L’ignorant peut croire que le Pérou à cette époque a développé une expérience de démocratie directe et d’élargissement des droits de l’homme. En effet, Mme Panaritis a écrit un livre qui décrit les «réformes» de Fujimori comme la réforme du gouvernement par la «démocratie directe» [voir son livre publié en 1995 sous les auspices de la Banque mondiale : Fujimori: Government Reform though Direct Democracy]. Quelle démocratie directe a été appliquée par Fujimori au Pérou au cours de la période 1990-2000? Quelque chose d’un peu plus doux que la «démocratie directe» du général Pinochet au Chili. Rappelons qu’Alberto Fujimori a mis en œuvre, au début de 1990, la «thérapie de choc», soit les ajustements structurels les plus brutaux sous la houlette du FMI et de la Banque mondiale, ce qui a dépassé le programme hyperlibéral de son concurrent électoral, l’écrivain Vargas Llosa.
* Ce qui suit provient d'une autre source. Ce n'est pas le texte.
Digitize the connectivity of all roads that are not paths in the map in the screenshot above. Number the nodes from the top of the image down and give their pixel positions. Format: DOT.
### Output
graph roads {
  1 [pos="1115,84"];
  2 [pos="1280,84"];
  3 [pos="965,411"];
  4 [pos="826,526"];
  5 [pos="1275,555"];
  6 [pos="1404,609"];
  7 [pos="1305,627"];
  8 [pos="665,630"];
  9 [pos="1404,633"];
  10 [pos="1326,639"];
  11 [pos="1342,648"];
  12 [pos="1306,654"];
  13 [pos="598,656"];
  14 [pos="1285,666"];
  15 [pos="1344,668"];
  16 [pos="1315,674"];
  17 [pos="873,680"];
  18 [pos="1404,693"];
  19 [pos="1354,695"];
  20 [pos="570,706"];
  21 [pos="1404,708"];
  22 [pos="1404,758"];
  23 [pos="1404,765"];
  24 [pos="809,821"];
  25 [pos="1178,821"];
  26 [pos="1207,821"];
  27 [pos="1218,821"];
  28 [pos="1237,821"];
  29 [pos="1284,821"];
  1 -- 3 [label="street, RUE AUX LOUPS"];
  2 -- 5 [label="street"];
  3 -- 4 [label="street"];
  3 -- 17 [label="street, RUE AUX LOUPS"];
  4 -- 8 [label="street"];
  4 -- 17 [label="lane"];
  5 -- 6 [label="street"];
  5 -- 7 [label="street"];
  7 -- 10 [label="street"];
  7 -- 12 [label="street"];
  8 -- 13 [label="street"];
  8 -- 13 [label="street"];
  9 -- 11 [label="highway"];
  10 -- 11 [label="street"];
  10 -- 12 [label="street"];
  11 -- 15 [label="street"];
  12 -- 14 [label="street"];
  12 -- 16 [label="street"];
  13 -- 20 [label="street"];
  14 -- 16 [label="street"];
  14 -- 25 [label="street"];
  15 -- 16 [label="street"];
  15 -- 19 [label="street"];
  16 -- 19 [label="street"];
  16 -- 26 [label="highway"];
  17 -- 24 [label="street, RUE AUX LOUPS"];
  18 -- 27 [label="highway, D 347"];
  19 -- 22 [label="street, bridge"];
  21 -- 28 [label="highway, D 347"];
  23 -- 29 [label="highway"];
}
Ce qui se concrétise par l’austérité, les privatisations, le démantèlement des services sociaux, etc. Fujimori avait un programme qu’il résumait sous la formule : «Travail, technologie, honnêteté». Il jouait de plus la carte indigéniste car d’origine japonaise il maniait assez mal l’espagnol. Mais assez rapidement, le «Fujisshock» a montré tous ses effets, après une phase où les résultats financiers des privatisations ont été adressés à la construction de ponts, de routes (avec le clientélisme qui en découle), mais aussi d’écoles. Dès 1992, Fujimori fit un auto-coup, c’est-à-dire renversa son propre gouvernement. Fujimori combina un pouvoir autoritaire et une démagogie populiste dans un pays marqué par des affrontements quasi claniques au sein des classes dirigeantes et y compris de l’armée. C’est dans cette situation que, dès 1995, la campagne antiterroriste s’élargit à l’ensemble de la population, ce qui créa une vraie mobilisation populaire. Tous les scandales éclatèrent et Fujimori fut finalement destitué et se réfugia au Japon. Antérieurement, il avait reçu l’appui, malgré de nombreuses dénonciations, de l’administration américaine.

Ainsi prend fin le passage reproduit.